Nit'zak shrugged. Like most Temujai senior officers, he cared little for the size of his casualty reports, as long as he won the battle. If Temujai warriors died in battle, he thought, that was their role in life. Haz'kam saw the gesture and correctly interpreted the thinking behind it.
“We're two thousand kilometers from home,” he told his deputy. “We are supposed to be subjugating this frozen little corner of hell so that we can mount an invasion of the Ara-land. How do you propose that we do that with less than half the force we started with?”
Again, Nit'zak shrugged. He really didn't see the problem.
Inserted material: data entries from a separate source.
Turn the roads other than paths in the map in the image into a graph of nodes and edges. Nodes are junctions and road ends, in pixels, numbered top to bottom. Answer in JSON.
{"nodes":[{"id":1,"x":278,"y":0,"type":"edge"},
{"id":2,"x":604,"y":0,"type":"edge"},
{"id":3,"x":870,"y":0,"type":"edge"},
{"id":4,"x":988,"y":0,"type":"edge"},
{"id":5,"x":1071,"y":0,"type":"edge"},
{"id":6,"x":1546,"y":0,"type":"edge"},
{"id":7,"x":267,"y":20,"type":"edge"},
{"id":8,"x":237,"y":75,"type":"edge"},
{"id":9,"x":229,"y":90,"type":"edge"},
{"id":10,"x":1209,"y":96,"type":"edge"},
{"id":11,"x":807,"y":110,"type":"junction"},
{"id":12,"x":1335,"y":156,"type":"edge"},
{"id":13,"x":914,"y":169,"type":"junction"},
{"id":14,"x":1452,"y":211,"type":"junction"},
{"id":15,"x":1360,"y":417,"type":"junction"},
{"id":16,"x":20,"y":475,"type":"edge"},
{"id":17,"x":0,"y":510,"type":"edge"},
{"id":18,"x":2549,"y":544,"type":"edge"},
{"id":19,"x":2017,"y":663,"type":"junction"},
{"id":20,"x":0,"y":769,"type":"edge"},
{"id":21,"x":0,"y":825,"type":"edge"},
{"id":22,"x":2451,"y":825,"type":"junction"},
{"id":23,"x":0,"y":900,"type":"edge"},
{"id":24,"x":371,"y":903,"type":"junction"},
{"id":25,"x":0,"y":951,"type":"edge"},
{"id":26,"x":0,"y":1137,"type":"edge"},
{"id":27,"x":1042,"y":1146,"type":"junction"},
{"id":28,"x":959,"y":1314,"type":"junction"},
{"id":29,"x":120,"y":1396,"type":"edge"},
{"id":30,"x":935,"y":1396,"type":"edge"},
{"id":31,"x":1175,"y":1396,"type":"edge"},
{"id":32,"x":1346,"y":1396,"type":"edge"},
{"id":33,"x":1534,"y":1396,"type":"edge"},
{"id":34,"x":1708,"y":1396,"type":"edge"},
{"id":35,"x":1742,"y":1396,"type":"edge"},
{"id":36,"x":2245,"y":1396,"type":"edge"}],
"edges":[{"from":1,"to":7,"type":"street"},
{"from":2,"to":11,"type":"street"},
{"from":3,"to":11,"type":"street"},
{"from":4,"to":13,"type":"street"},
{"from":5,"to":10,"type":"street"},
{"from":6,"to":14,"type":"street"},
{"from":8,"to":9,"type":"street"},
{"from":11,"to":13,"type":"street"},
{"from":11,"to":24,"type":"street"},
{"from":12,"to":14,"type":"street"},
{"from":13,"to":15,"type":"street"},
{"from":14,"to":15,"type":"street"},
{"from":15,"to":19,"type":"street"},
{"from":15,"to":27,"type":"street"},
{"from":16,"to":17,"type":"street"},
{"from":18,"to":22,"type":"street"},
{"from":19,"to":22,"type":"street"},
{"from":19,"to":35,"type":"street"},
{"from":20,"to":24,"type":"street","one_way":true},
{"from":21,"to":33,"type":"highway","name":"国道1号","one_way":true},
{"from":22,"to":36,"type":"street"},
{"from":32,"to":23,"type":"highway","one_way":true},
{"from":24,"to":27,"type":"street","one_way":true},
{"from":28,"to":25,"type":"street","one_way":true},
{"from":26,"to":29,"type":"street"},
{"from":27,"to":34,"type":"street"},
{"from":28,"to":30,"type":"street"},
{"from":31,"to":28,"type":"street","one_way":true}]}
He was accustomed to victory after victory and the idea of defeat never occurred to him.
“We knew we'd take casualties here,” he protested, and Haz'kam let go a string of curses in an unaccustomed display of temperament.
“We thought this would be a
skirmish
!” he spat angrily. “Not a major engagement! Think about it, Nit'zak: a victory here could cost us so much that we might not even make it home again.”
That was the uncomfortable truth. The Temujai had two thousand kilometers to cover before they reached their homeland on the steppes once more. And all two thousand were across hostile, temporarily conquered territories—territories whose inhabitants might welcome the opportunity to rise up against a weakened Temujai force.
Nit'zak sat his horse in silence. He was angry at the tone of rebuke in his commander's voice, particularly in front of the other staff officers. It was a gross breach of Temujai behavior for Haz'kam to speak to him in such a fashion.
“So . . . what do you propose?” he asked finally.
For a long time, the general didn't answer. He gazed across the intervening space to the Skandian lines, looking from the command position in the center to the line of archers drawn up on his left—the Skandian right wing. Those two positions, he knew, held the key to this battle.
Finally, he turned to his deputy, his mind made up.
“Strip the first fifty Ulans of their Kaijin,” he ordered. “And assemble them here as a special force. It's time we got rid of those damned archers.”
36
“HERE THEY COME AGAIN,” HORACE SAID, AND WILL AND Evanlyn both turned to look toward the Temujai forces. The riders were cantering forward again, and this time it looked like a major attack. Haz'kam had committed nearly two thousand men to a frontal assault on the Skandian lines. They rode forward, their hoofbeats echoing in the valley, formed in a wedge shape that was aimed at the Skandian center and the command post where Halt, Erak and Ragnak directed the Skandian defense.